En marge figurent des récits plus difficilement classables comme « Chali » cruel conte hindou ou une femme enfant est cruellement mise à mort après que son mari anglais lui ait offert une pierre précieuse en guise d’au revoir ou le très réussi « L’inconnue » autour de l’obsession d’un homme pour une belle parisienne aperçue dans la rue ou encore « Un cas de divorce » narrant l’obsession malsaine d’un homme pour les fleurs.

Mais tout devant nécessairement avoir une fin, le recueil se clôt par un nouveau bijou de romantisme noir, « Les tombales » décrivant une certaine race de femmes chassant les veufs dans les cimetières.

En conclusion, vous l’aurez compris en lisant mes commentaires plus qu’élogieux, ces « Contes cruels et fantastiques » sont un éblouissement, une sublime élévation de l’esprit surpassant tout ce que j’ai lu de Maupassant.

J’aime en effet tout chez cet auteur, son imagination sans limite, son finesse psychologique, sa sensibilité hors normes, mais également son coté mélancolique, nostalgique et désabusé.

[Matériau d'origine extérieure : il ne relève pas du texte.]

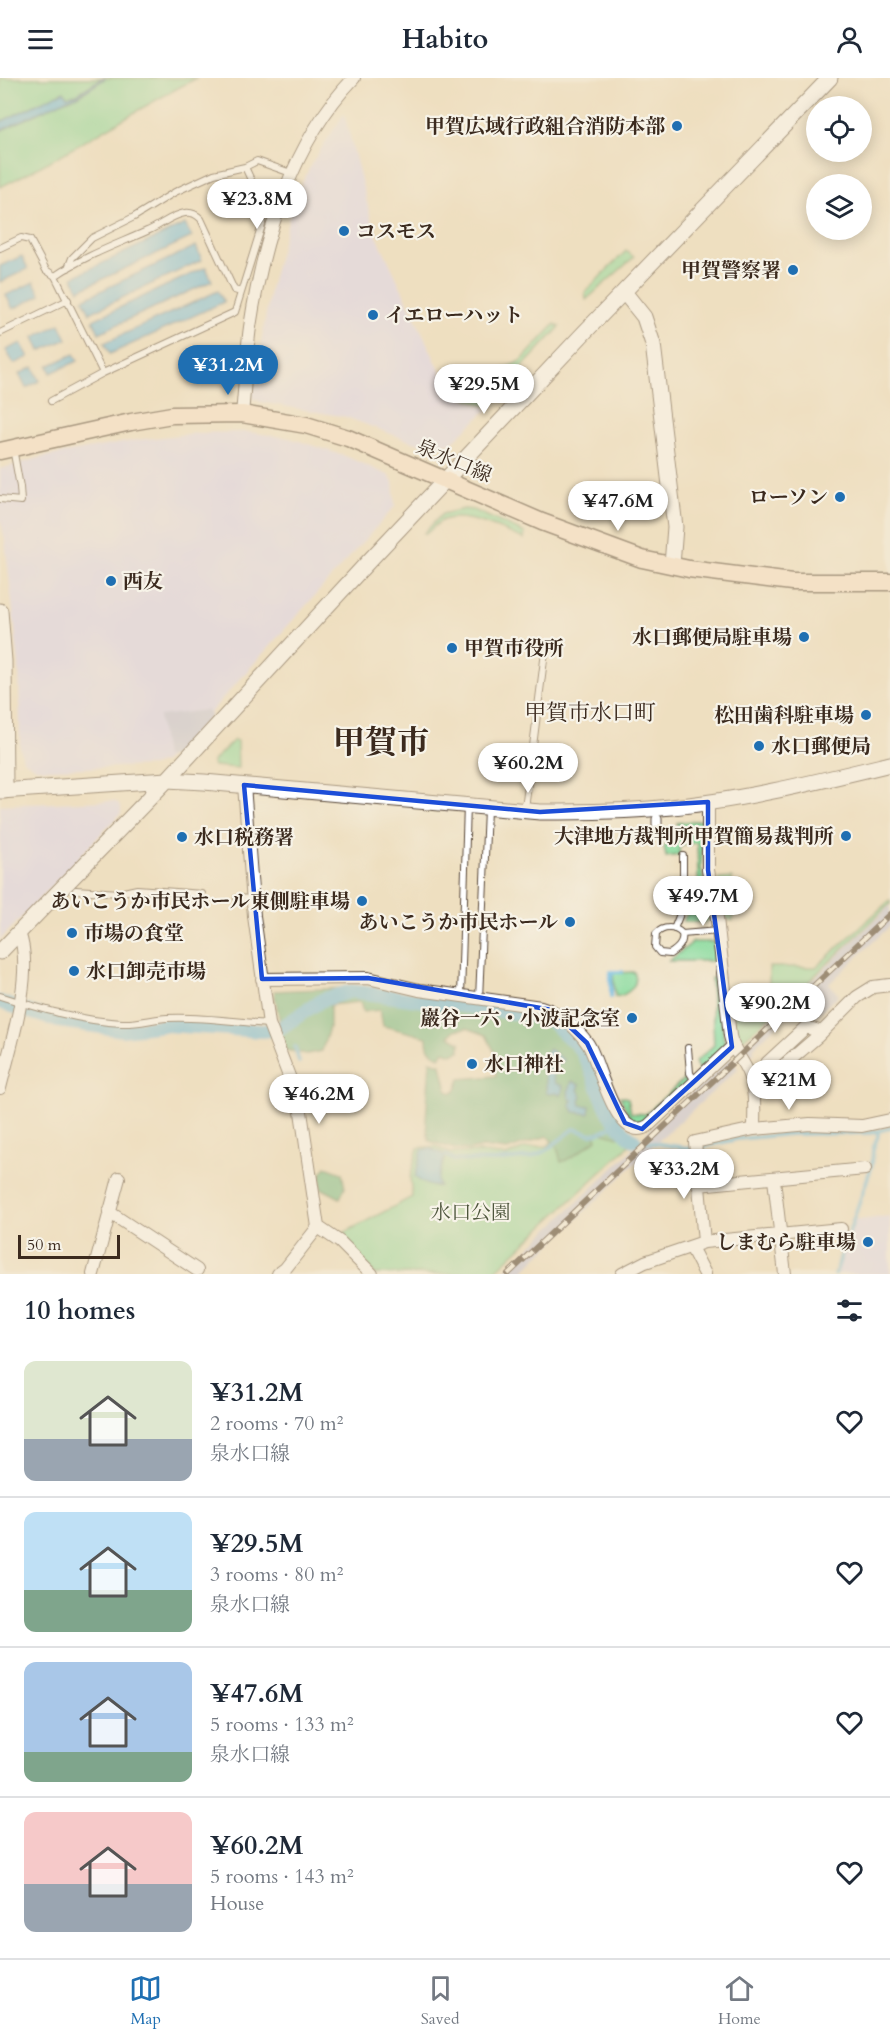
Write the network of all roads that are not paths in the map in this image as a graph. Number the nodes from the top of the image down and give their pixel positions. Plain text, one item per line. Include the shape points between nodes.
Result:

Une écrasante majorité de ses nouvelles constituent de véritables chef d’œuvres ou apparait tout le talent d’un écrivain exceptionnel.

Connu surtout pour ses romans classiques, Maupassant se révèle pour moi un conteur noir exceptionnel, surpassant par la fluidité, la pureté et la puissance exceptionnelle de son style, des spécialistes comme Edgar Poe et même Marcel Aymé, auteur que j’estime par ailleurs beaucoup.

Ce recueil est donc à lire, relire et à posséder pour tout amateur de littérature permettant à l’esprit de s’évader vers d’autres dimensions que celles d’un banal quotidien sans éclat.